Sculpture of Chinese writer Zhao Shuli (in foreground) at the National Museum of Modern Chinese Literature in Beijing
Sculpture of Chinese writer Zhao Shuli (in foreground) at the National Museum of Modern Chinese Literature in Beijing

In China, people are made to work for the benefits that they would receive at the end of the day, whereas in our society there are a very large number of passengers who wish for benefits gratis. Earnings out of the State Welfare Lotteries as they are called, help out the aged, the disabled and orphaned children in China

There are two other aspects, the question of one link language for their masses and the literary scene where the Chinese treat their writers with respect and some deference, a community very different from the rest and meant to be nurtured as a State treasure of sorts.

Archaeological findings have revealed that a total of 57 ethnic minority scripts have been used since ancient times in China, with Mandarin being the most commonly spoken (even if everyone cannot write in it) language, which even the Manchu and the Hui people also use freely. There is a problem here of course that whereas they might have linked up their people language-wise within the country, there is no link language to the outside world (unlike India where English and not Hindi is the link).

If Han Chinese, comprising seven major dialect groups and over 100 sub-dialects, can knit a country together, there is no reason that a simple Hindustani (and not Hindi which millions in the South and elsewhere will resist) cannot serve our purpose in India. The National Museum of Modern Chinese Literature in Beijing (India does not possess a National Museum of Letters exclusively), houses all available material relating to modern Chinese writers including their pictures, works, resumes and manuscripts.

The diaries and correspondence of literary geniuses like Lao She, Ding Ling, Zhao Shuli and Ba Jin who believed that the Cultural Revolution had hurt the Chinese people, adorn the neatly kept original writing tables of these cult figures, as respected if not more than their top leaders like President Hu Jintao or Premier Wen Jiabao. The only Indian writer known in China appeared to be Rabindranath Tagore. This is a sad commentary on the Indian Embassy in Beijing as well as our concerned ministries in New Delhi.

A nation that does not know its writers and its heritage, is doomed to mediocrity and misses out on the constant change that must follow every civilisation for its ultimate betterment.

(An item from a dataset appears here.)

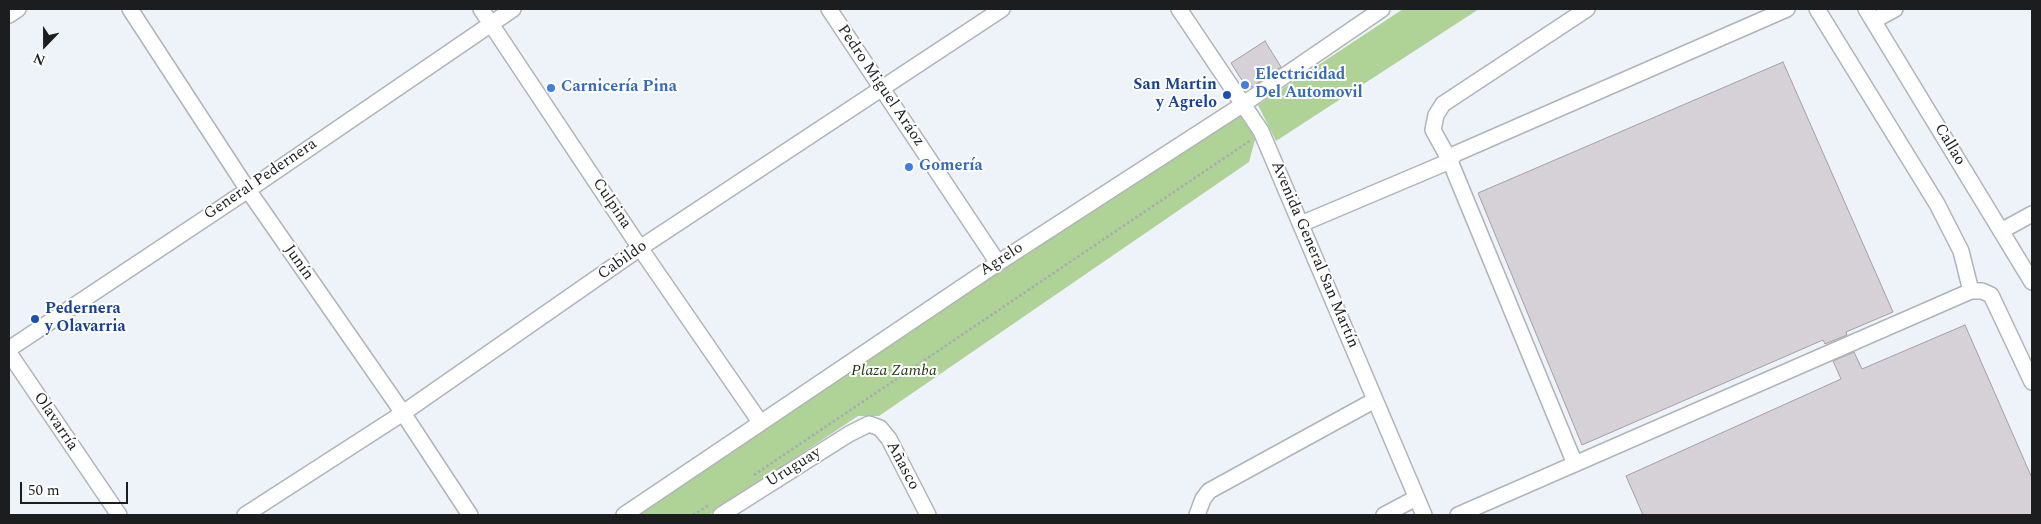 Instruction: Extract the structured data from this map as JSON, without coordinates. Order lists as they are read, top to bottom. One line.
{"streets":{"street":["Pedro Miguel Aráoz","Callao","General Pedernera","Culpina","Avenida General San Martín","Agrelo","Cabildo","Junín","Olavarría","Añasco","Uruguay"]},"crossings":[["Pedro Miguel Aráoz","Agrelo"],["Pedro Miguel Aráoz","Cabildo"],["General Pedernera","Culpina"],["General Pedernera","Junín"],["General Pedernera","Olavarría"],["Culpina","Agrelo"],["Culpina","Cabildo"],["Avenida General San Martín","Agrelo"],["Cabildo","Junín"],["Añasco","Uruguay"]],"parks":["Plaza Zamba"],"places":["Electricidad Del Automovil","Carnicería Pina","San Martin y Agrelo","Gomería","Pedernera y Olavarria"],"scale_bar":"50 m","north":"bottom"}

Street cleaners wearing face masks and doing their duties, clean buses that gave the day, date and temperature at the time, urinals that did not stink even when thousands were using them by the hour, TV channels that did not waste time on tooth paste and soap ads only but ran full-length programmes on the armed forces and their own writers who were still in service. Busy cycle lanes and benches in every small park, boys and girls celebrating an occasion with the famous home made beer named Tsingtao, and a proud and vibrant Tiananmen Square pronouncing on a wall in bold letters in red, "Celebrate enthusiastically the 57th Anniversary of the People’s Republic of China".

China has managed to balance tradition with modernity and believes in keeping updated its nuclear missile armoury along with its world heritage sites like the Forbidden Palace and the Temple and Cemetery of Confucius, and more importantly, is not afraid to strike out on its own and face the consequences of its lone march because it knows that it has its people—the biggest asset that any country can ever hope to have to back it up.